The approach is essentially the same as before, with the same series of steps and the same advice about behaviour changes, so it's not surprising they only needed to make small adjustments and are still able to produce a therapy program requiring significant input from therapists over a series of sessions, thus keeping their jobs and justfying them on the grounds that they are doing evidenced based treatment leading to improvement. Not true.
What should have happened once NICE had recognised that the old model and treatments were wrong and should not be used, is that the therapists should have recognised that there is no clinical trial evidence for any therapy program or treatment, and there is not settled science explaining ME/CFS.
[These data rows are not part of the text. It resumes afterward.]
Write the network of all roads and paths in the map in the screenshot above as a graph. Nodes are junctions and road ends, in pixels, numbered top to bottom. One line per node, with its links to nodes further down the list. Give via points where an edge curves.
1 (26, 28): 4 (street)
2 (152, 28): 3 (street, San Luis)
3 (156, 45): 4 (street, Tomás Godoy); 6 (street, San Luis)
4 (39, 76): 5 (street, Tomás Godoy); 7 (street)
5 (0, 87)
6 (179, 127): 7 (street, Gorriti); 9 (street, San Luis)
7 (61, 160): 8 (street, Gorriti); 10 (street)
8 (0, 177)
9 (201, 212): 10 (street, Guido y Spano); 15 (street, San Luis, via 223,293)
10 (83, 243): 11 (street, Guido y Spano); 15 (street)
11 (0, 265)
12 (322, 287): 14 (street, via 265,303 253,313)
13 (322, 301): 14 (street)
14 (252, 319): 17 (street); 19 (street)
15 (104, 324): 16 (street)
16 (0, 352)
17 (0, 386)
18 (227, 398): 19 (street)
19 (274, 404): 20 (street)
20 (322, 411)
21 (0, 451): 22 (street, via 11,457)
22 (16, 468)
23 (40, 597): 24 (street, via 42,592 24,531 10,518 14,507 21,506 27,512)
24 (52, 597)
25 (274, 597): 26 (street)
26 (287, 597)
And therefore what pwME need is a completely different medical model of care, support and harm reduction. It was time for them to scrap their treatment programs and to step aside and the funding to be used to train and employ specialist doctors and nurses for a completely new treatment model. It was time for the physios, OT's, psych therapists to stop trying to be the main/only clinicians to treat the illness and get back in their boxes to only be used when their specialist input is needed, such as for aids and adaptations, preventing contractures, counselling.
I can see it's hard for a group of professionals who have dedicated their service to pwME and thought their treatment programs were effective to cling on to this belief, and look for ways to adjust to the new guideline. They were enabled in this by having some reps on the guideline committee who presumably insisted on inclusion of some unevidenced sections on CBT and exercise programs. But if you read NICE carefully, it doesn't say pwME can achieve improvement by gradual exposure desensitisation, nor does it say there is a scientific model to follow, nor does it allow exercise programs or activity increase programs that push people beyond their current PEM threshold to try to increase activity capacity.